Munich during all this was home to a small, diverse Jewish population—according to the 1910 census, 11,000 strong in a city of almost 600,000. The city had both a Reform and Orthodox synagogue. Historian Michael Brenner’s book In Hitler’s Munich: Jews, the Revolution and the Rise of Nazism explores the great variety of roles played by Munich’s Jews in those years, putting to rest any simple characterization of pre-World War II German Jewry. The Jews of Munich were neither predominantly radical, nor conservatively complacent, nor oblivious to the rise of antisemitism in their city.

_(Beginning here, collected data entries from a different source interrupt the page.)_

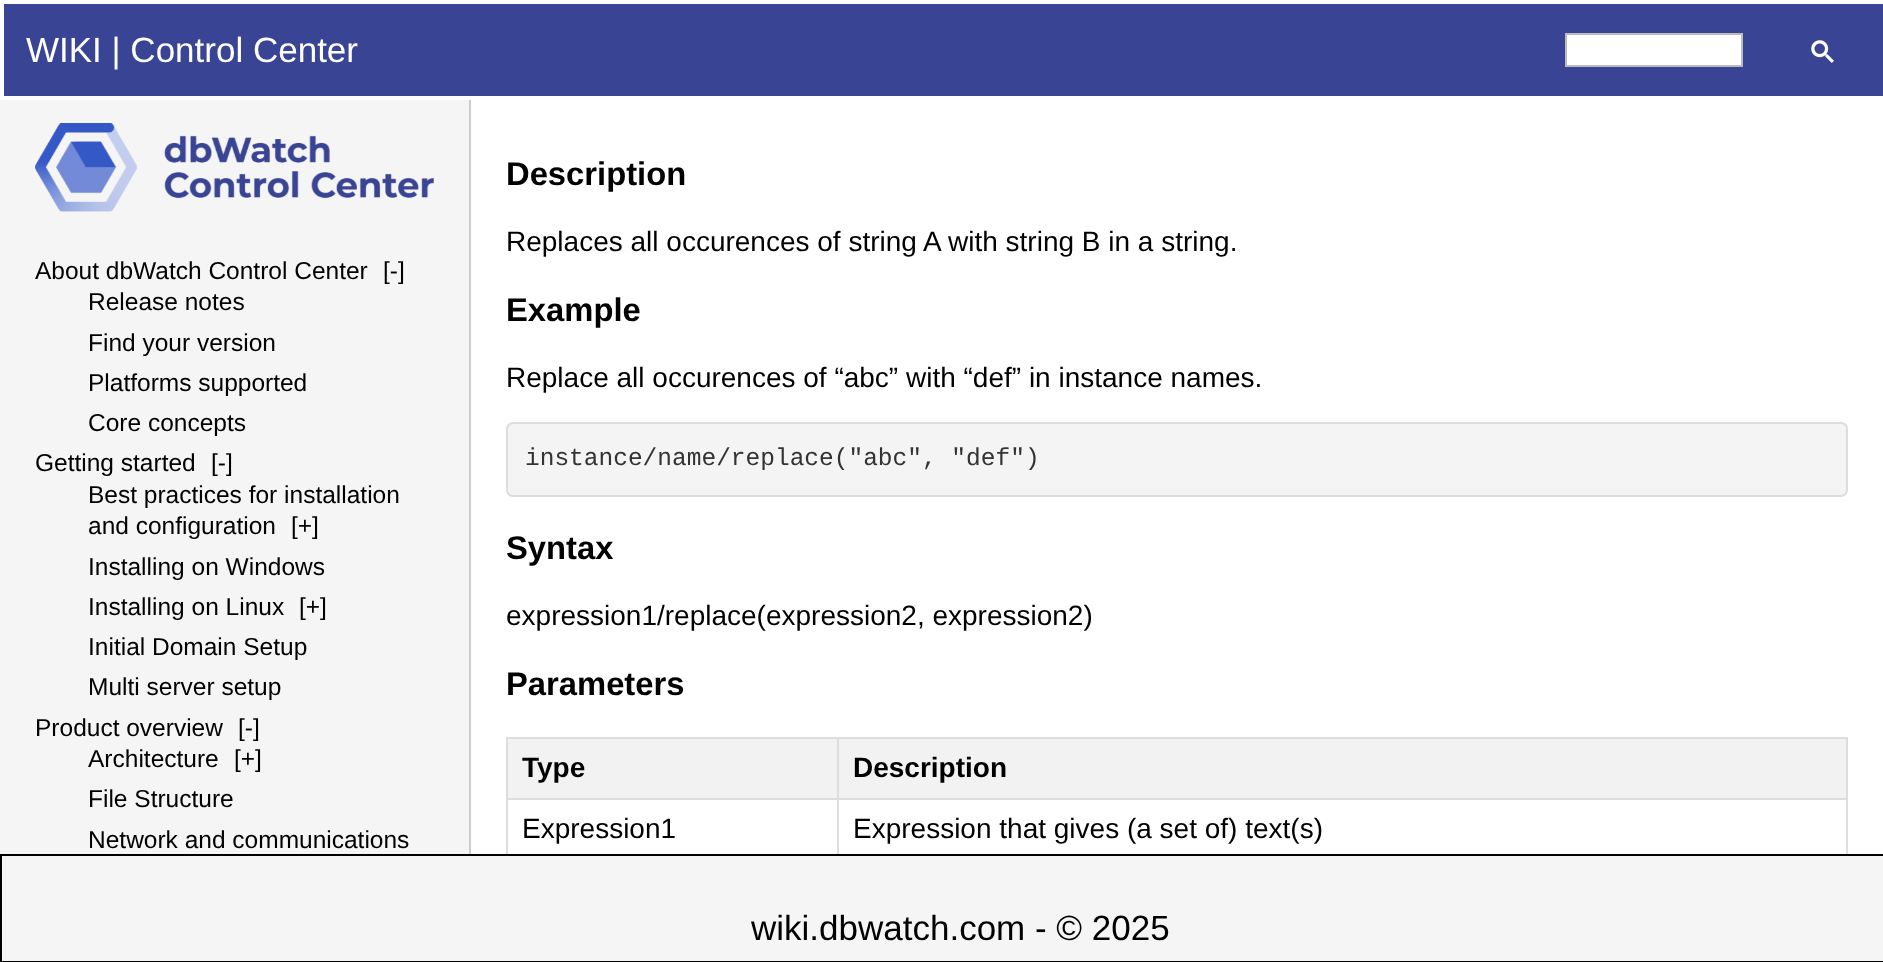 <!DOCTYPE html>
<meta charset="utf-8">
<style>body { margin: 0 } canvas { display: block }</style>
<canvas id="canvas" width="1883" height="962"></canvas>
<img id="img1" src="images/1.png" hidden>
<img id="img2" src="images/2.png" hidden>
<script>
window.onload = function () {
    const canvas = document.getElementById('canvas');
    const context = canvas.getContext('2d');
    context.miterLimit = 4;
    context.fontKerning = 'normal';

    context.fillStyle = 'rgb(255, 255, 255)';
    context.fillRect(0, 0, 1883, 962);
    context.fillStyle = 'rgb(57, 68, 148)';
    context.fillRect(4, 4, 1879, 92);
    context.fillStyle = 'rgb(255, 255, 255)';
    context.beginPath();
    context.rect(1566, 34, 176, 32);
    context.fill();
    context.strokeStyle = 'rgb(187, 187, 187)';
    context.lineWidth = 2;
    context.stroke();
    context.drawImage(document.getElementById('img1'), 1811, 40, 23, 23);
    context.fillStyle = 'rgb(245, 245, 245)';
    context.fillRect(0, 100, 469, 754);
    context.fillStyle = 'rgb(204, 204, 204)';
    context.fillRect(469, 100, 2, 754);
    context.drawImage(document.getElementById('img2'), 35, 123, 399, 89);
    context.fillStyle = 'rgb(244, 244, 244)';
    context.beginPath();
    context.roundRect(507, 423, 1340, 73, 6);
    context.fill();
    context.strokeStyle = 'rgb(221, 221, 221)';
    context.stroke();
    context.fillStyle = 'rgb(242, 242, 242)';
    context.fillRect(508, 739, 329, 59);
    context.fillStyle = 'rgb(221, 221, 221)';
    context.fillRect(837, 737, 1011, 2);
    context.fillRect(837, 798, 1011, 2);
    context.fillRect(837, 798, 2, 63);
    context.fillRect(506, 798, 332, 2);
    context.fillRect(837, 737, 2, 63);
    context.fillRect(506, 737, 332, 2);
    context.fillRect(506, 798, 2, 63);
    context.fillRect(506, 737, 2, 63);
    context.fillStyle = 'rgb(242, 242, 242)';
    context.fillRect(839, 739, 1007, 59);
    context.fillStyle = 'rgb(221, 221, 221)';
    context.fillRect(1846, 798, 2, 63);
    context.fillRect(1846, 737, 2, 63);
    context.fillStyle = 'rgb(245, 245, 245)';
    context.beginPath();
    context.rect(1, 855, 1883, 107);
    context.fill();
    context.strokeStyle = 'rgb(0, 0, 0)';
    context.stroke();
    context.font = '35px Liberation Sans';
    context.fillStyle = 'rgb(255, 255, 255)';
    context.fillText('WIKI | Control Center', 26, 62);
    context.font = '24.5px Liberation Sans';
    context.fillStyle = 'rgb(0, 0, 0)';
    context.fillText('About dbWatch Control Center', 35, 279);
    context.fillText('[-]', 383, 279);
    context.fillText('Release notes', 88, 310);
    context.fillText('Find your version', 88, 351);
    context.fillText('Platforms supported', 88, 391);
    context.fillText('Core concepts', 88, 431);
    context.fillText('Getting started', 35, 471);
    context.fillText('[-]', 211, 471);
    context.fillText('Best practices for installation', 88, 503);
    context.fillText('and configuration', 88, 534);
    context.fillText('[+]', 291, 534);
    context.fillText('Installing on Windows', 88, 575);
    context.fillText('Installing on Linux', 88, 615);
    context.fillText('[+]', 299, 615);
    context.fillText('Initial Domain Setup', 88, 655);
    context.fillText('Multi server setup', 88, 695);
    context.fillText('Product overview', 35, 736);
    context.fillText('[-]', 238, 736);
    context.fillText('Architecture', 88, 767);
    context.fillText('[+]', 234, 767);
    context.fillText('File Structure', 88, 807);
    context.fillText('Network and communications', 88, 848);
    context.font = 'bold 32.75px Liberation Sans';
    context.fillText('Description', 506, 185);
    context.font = '28px Liberation Sans';
    context.fillText('Replaces all occurences of string A with string B in a string.', 506, 251);
    context.font = 'bold 32.75px Liberation Sans';
    context.fillText('Example', 506, 321);
    context.font = '28px Liberation Sans';
    context.fillText('Replace all occurences of “abc” with “def” in instance names.', 506, 387);
    context.font = '24.5px Liberation Mono';
    context.fillStyle = 'rgb(51, 51, 51)';
    context.fillText('instance/name/replace("abc", "def")', 525, 465);
    context.font = 'bold 32.75px Liberation Sans';
    context.fillStyle = 'rgb(0, 0, 0)';
    context.fillText('Syntax', 506, 559);
    context.font = '28px Liberation Sans';
    context.fillText('expression1/replace(expression2, expression2)', 506, 625);
    context.font = 'bold 32.75px Liberation Sans';
    context.fillText('Parameters', 506, 695);
    context.font = 'bold 28px Liberation Sans';
    context.fillText('Type', 522, 777);
    context.fillText('Description', 853, 777);
    context.font = '28px Liberation Sans';
    context.fillText('Expression1', 522, 838);
    context.fillText('Expression that gives (a set of) text(s)', 853, 838);
    context.font = '35px Liberation Sans';
    context.fillText('wiki.dbwatch.com - © 2025', 751, 940);
};
</script>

Following his declaration of the new Free State, Kurt Eisner became Bavaria’s prime minister, a stunning milestone for a Jew
One of the most interesting characters in Brenner’s story is Kurt Eisner, a Jewish newspaper editor, activist, socialist and pacifist who in November 1918 led workers on a protest march through Munich and declared the Free State of Bavaria. Until that day, kings of the Wittelsbach dynasty had sat on the Bavarian throne for seven centuries, even after the kingdom had joined the Prussian-led German Empire. (The terms of entry included Bavaria keeping its own monarchy—soldiers of the Bavarian Army swore allegiance to the Bavarian king, not the Prussian Kaiser.) Eisner led a faction that had broken from the center-left Social Democratic Party over the question of German war guilt. His Independent Social Democrats held Germany responsible for starting the war. In 1918, he had publicly supported a strike by Bavarian munitions workers (while the country’s soldiers were still at war). Following his declaration of the new Free State, Eisner became Bavaria’s prime minister, a stunning milestone for a Jew—and a post in which he demonstrated a similarly stunning lack of political acumen.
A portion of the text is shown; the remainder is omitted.